The Feast of the Epiphany
Updated: Mar 3
The story we just heard, Matthew’s Gospel, is one of the most beloved stories in the Christian tradition; one that has been immortalized by authors, artists, and musicians. Poets like Yeats have put the visit of the wise men to verse and Longfellow named them: Melchior, Gaspar, and Balthasar. There are literally hundreds of art masterpieces that depict the scene described in today’s Gospel. James Taylor wrote a song about the magi’s journey and then there is Menotti’s opera Amahl and the Night Visitors.
The surprise is that for centuries so much has been made of a story about which we have so little information and even less detail. We refer to these after Christmas visitors at the Manger as the “Magi” or “Three Kings” yet Matthew never speaks of them as royalty nor specifies how many there were nor does he tell us exactly where in the East they came from. We don’t know how long it took them to get to Bethlehem and—while we picture them adoring a baby in the manger—it’s possible that Jesus was already a toddler by the time they arrived.
This is the kind of story where the facts really don’t matter and, in spite of the absence of information Matthew provides, there is deep meaning in the passage we are given on this first Sunday we worship in the New Year for this is one of the most ancient feasts, tracing its origin to third century Egypt. Epiphany, a word that means “revelation” actually pre-dates the feast of Christmas and was, in fact, originally a dual celebration of the birth of Jesus and his manifestation to the world as Son of God. It is sometimes referred to as “Little Christmas.”
Matthew’s story is full of wonderful images like a star and wise men which have their prototypes in Old Testament passages. In the first lesson, Isaiah presents the promise made to the Israelites after the exile. They returned to a land that was desolate and impoverished. The task of rebuilding was monumental. It was slow and difficult. In this setting of discouragement, the epiphany of God's active presence in these historical events is shown forth. This presence is symbolized by the dawning of light and it is this imagery that influenced Matthew's account of the Magi and the star.
What is intriguing about this story is the particulars we assume to be true yet are not mentioned at all in the text. We typically think of the “Three Wise Men,” yet Matthew never put a number into the story. There may have been many more of them. Scholars tell us that they were magi—that is magicians—and were not only involved with watching stars but in making astrological predictions, reading omens, maybe even telling fortunes. Some think the gifts they brought were things they used in their incantations. They were well read and well-bred but they were not Jews, had no affiliation with that religion, dealt in alchemy and magic, and may well have been agnostic—or just very curious pagans.
Here in the earliest chapters of Matthew’s Gospel we have a profound example of God’s openness to the far-flung and unlikely, God’s radical invitation and grace extended to the outsider and the non-believer.
What matters about this wonderful tale is not how many wise men or women there were or what gifts they brought with them or what country they came from.
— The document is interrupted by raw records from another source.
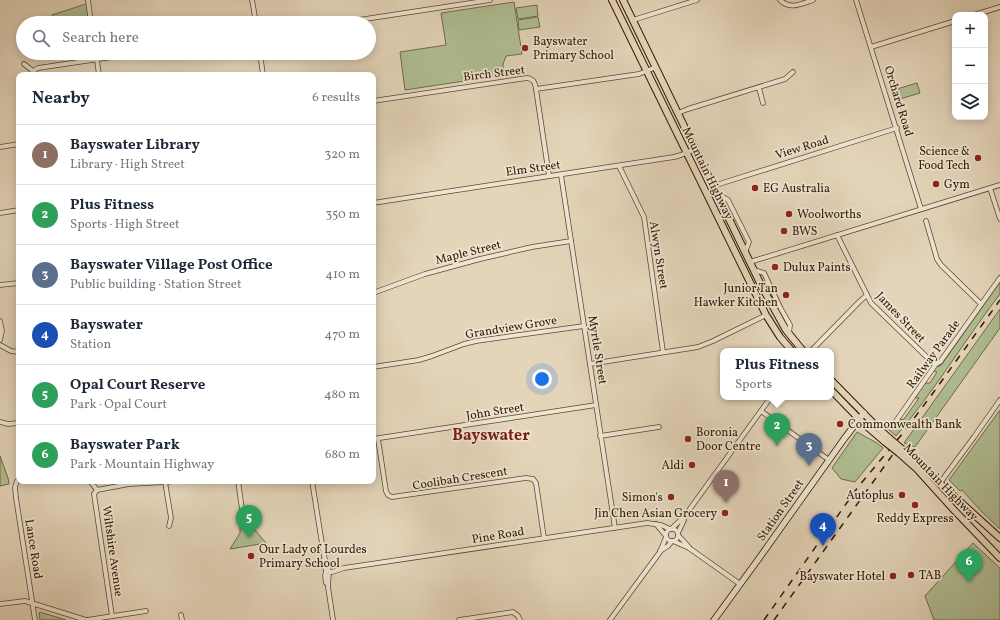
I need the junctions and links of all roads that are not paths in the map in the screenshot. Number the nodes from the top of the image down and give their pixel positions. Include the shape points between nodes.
1 (88, 0) edge
2 (252, 0) edge
3 (490, 0) edge
4 (612, 0) edge
5 (623, 0) edge
6 (697, 0) edge
7 (780, 0) edge
8 (813, 0) edge
9 (856, 0) edge
10 (1000, 7) edge
11 (984, 12) edge
12 (91, 16) edge
13 (255, 16) edge
14 (376, 17) edge
15 (633, 20) junction
16 (952, 22) edge
17 (871, 47) junction
18 (90, 60) edge
19 (97, 60) edge
20 (261, 60) edge
21 (24, 64) dead end
22 (656, 67) junction
23 (31, 72) edge
24 (33, 72) edge
25 (99, 72) edge
26 (263, 72) edge
27 (646, 72) junction
28 (793, 72) dead end
29 (758, 88) junction
30 (536, 90) junction
31 (376, 101) edge
32 (763, 103) dead end
33 (678, 113) junction
34 (896, 128) junction
35 (16, 144) edge
36 (0, 147) edge
37 (695, 149) junction
38 (686, 153) junction
39 (619, 166) junction
40 (561, 174) junction
41 (549, 176) junction
42 (1000, 185) edge
43 (713, 186) junction
44 (990, 188) junction
45 (376, 203) edge
46 (921, 209) junction
47 (16, 210) edge
48 (0, 213) edge
49 (1000, 219) edge
50 (926, 221) dead end
51 (837, 235) junction
52 (571, 241) junction
53 (750, 262) junction
54 (1000, 278) edge
55 (16, 282) edge
56 (0, 285) edge
57 (376, 293) edge
58 (867, 295) junction
59 (981, 304) junction
60 (766, 316) junction
61 (0, 321) edge
62 (584, 326) junction
63 (0, 340) edge
64 (0, 345) edge
65 (789, 348) edge
66 (801, 348) edge
67 (814, 348) edge
68 (16, 352) edge
69 (664, 352) junction
70 (590, 364) junction
71 (936, 364) junction
72 (376, 367) edge
73 (834, 383) edge
74 (834, 393) edge
75 (769, 400) edge
76 (1000, 400) edge
77 (596, 406) junction
78 (761, 411) junction
79 (864, 413) junction
80 (859, 419) junction
81 (0, 422) edge
82 (16, 423) edge
83 (874, 424) junction
84 (659, 427) dead end
85 (600, 436) junction
86 (376, 439) edge
87 (887, 440) junction
88 (376, 444) edge
89 (900, 451) junction
90 (829, 460) junction
91 (940, 483) junction
92 (16, 484) edge
93 (92, 484) edge
94 (129, 484) edge
95 (165, 484) edge
96 (238, 484) edge
97 (312, 484) edge
98 (97, 490) junction
99 (684, 517) junction
100 (240, 518) dead end
101 (656, 524) junction
102 (169, 526) dead end
103 (969, 526) junction
104 (615, 528) junction
105 (671, 529) junction
106 (678, 534) junction
107 (666, 537) junction
108 (544, 538) junction
109 (1000, 538) edge
110 (672, 541) junction
111 (689, 548) junction
112 (660, 552) junction
113 (1000, 558) edge
114 (328, 571) junction
115 (740, 584) junction
116 (32, 603) junction
117 (0, 604) edge
118 (146, 611) dead end
119 (112, 616) junction
120 (35, 620) edge
121 (86, 620) edge
122 (333, 620) edge
123 (460, 620) edge
124 (520, 620) edge
125 (610, 620) edge
126 (714, 620) edge

1 - 12 street
2 - 13 street
3 - 14 street
4 - 27 main road, Mountain Highway
5 - 15 main road, Mountain Highway
6 - 15 street
7 - 8 street via 787,6 793,6
9 - 17 street, Orchard Road
10 - 11 street
15 - 22 main road, Mountain Highway
16 - 17 street
17 - 34 street, Orchard Road
18 - 24 street via 38,68
19 - 25 street
20 - 26 street
21 - 23 street
22 - 27 street, Birch Street
22 - 33 main road, Mountain Highway
27 - 30 street, Birch Street
27 - 38 main road, Mountain Highway
28 - 29 street via 785,79
29 - 32 street
29 - 33 street
30 - 31 street, Birch Street via 534,81 527,78
30 - 41 street
33 - 37 main road, Mountain Highway
34 - 43 street, View Road
34 - 46 street, Orchard Road
35 - 36 street
37 - 38 street, Elm Street
37 - 43 main road, Mountain Highway
38 - 39 street, Elm Street
38 - 60 main road, Mountain Highway
39 - 40 street, Elm Street
39 - 69 street, Alwyn Street via 644,217
40 - 41 street, Elm Street
40 - 52 street, Myrtle Street
41 - 45 street, Elm Street
42 - 44 street
43 - 53 main road, Mountain Highway
44 - 46 street
44 - 49 street
46 - 51 street
47 - 48 street
50 - 59 street via 937,259
51 - 53 street
51 - 58 street, James Street
52 - 57 street, Maple Street via 532,247 425,274
52 - 62 street, Myrtle Street
53 - 66 main road, Mountain Highway via 775,311
54 - 59 street, Railway Parade
55 - 56 street
58 - 67 street
58 - 71 street, James Street via 871,303
59 - 71 street, Railway Parade
60 - 65 main road, Mountain Highway
60 - 69 street via 705,345
61 - 63 street
62 - 70 street, Myrtle Street
62 - 72 street, Grandview Grove via 476,341 419,360
64 - 68 street
69 - 70 street
70 - 77 street, Myrtle Street
71 - 83 street, Railway Parade via 894,424 885,427
73 - 79 main road, Mountain Highway
74 - 80 main road, Mountain Highway
75 - 78 street
76 - 91 street
77 - 85 street, Myrtle Street
77 - 86 street, John Street
78 - 90 street
78 - 99 street
79 - 80 main road, Station Street
79 - 83 main road, Mountain Highway
80 - 87 main road, Mountain Highway
80 - 90 main road, Station Street
81 - 82 street
83 - 87 main road, Mountain Highway
84 - 85 street
85 - 104 street, Myrtle Street
87 - 89 main road, Mountain Highway, bridge
88 - 108 street, Coolibah Crescent via 386,491 392,498 533,479 536,483
89 - 91 main road, Mountain Highway
89 - 103 main road, Mountain Highway
90 - 115 main road, Station Street
91 - 103 main road via 938,486
91 - 109 main road, Mountain Highway
92 - 116 street, Lance Road
93 - 98 street
94 - 98 street
95 - 102 street via 171,518
96 - 100 street via 242,509
97 - 114 street via 323,563
98 - 119 street, Wiltshire Avenue via 94,494
99 - 105 street
99 - 106 street
101 - 104 street, Pine Road
101 - 105 street, Pine Road
101 - 107 street
103 - 113 main road, Mountain Highway
104 - 108 street, Pine Road
105 - 106 street
105 - 107 street
106 - 110 street via 677,539
106 - 111 street
107 - 110 street
107 - 112 street
108 - 114 street, Pine Road
110 - 111 street
110 - 112 street
111 - 115 street
112 - 125 street
114 - 122 street via 326,580
115 - 126 main road, Station Street
116 - 117 street via 19,601
116 - 120 street, Lance Road
116 - 121 street
118 - 119 street
119 - 121 street
123 - 124 street via 513,612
What matters is how the story can come to life in us and inform our understanding of God’s love for us—to bring us an epiphany.
Today we look back on the journey of the wise men, a journey made long, long ago, and we also look forward to the New Year and a new chapter in our life together as a faith community called to be God’s healing and reconciling presence in the world. It presents the opportunity to ask ourselves this wonderful but provocative question: What star will we choose to follow in this New Year? What dream, what vision, what hope will guide us; what adventure will we begin in order to invite and welcome others the way God welcomed these strange magicians more than two thousand years ago? The way God welcomes each of us?
On our 2020 journey will we fight the temptation to allow negative voices within or without discourage us?
Will we take some risks, try on some new ideas and move a bit out of our comfort zone?
Sometimes, like the Magi, we may need to make some changes in our itinerary and find a new path back home.
Here we are, beginning a new year together as God’s people who have received the light and are called to illuminate the darkness in the lives of those who enter our doors—whether they travel afar or live around the corner, whether they come with great faith or serious doubt, whether they were here last week or never before, whether they are baptized or not, whether they come with a smile or in tears—all of us gathered around a table where there is plenty of holy food and drink and room for everyone. The Epiphany story reminds us that God's love and light are for all persons everywhere, of every race, religion, nationality and orientation. That the Herod’s of the world cannot extinguish that love or light because we are all God’s beloved, always searching for another epiphany, always looking for a new revelation about God and God’s dream for us. Always on a journey…together.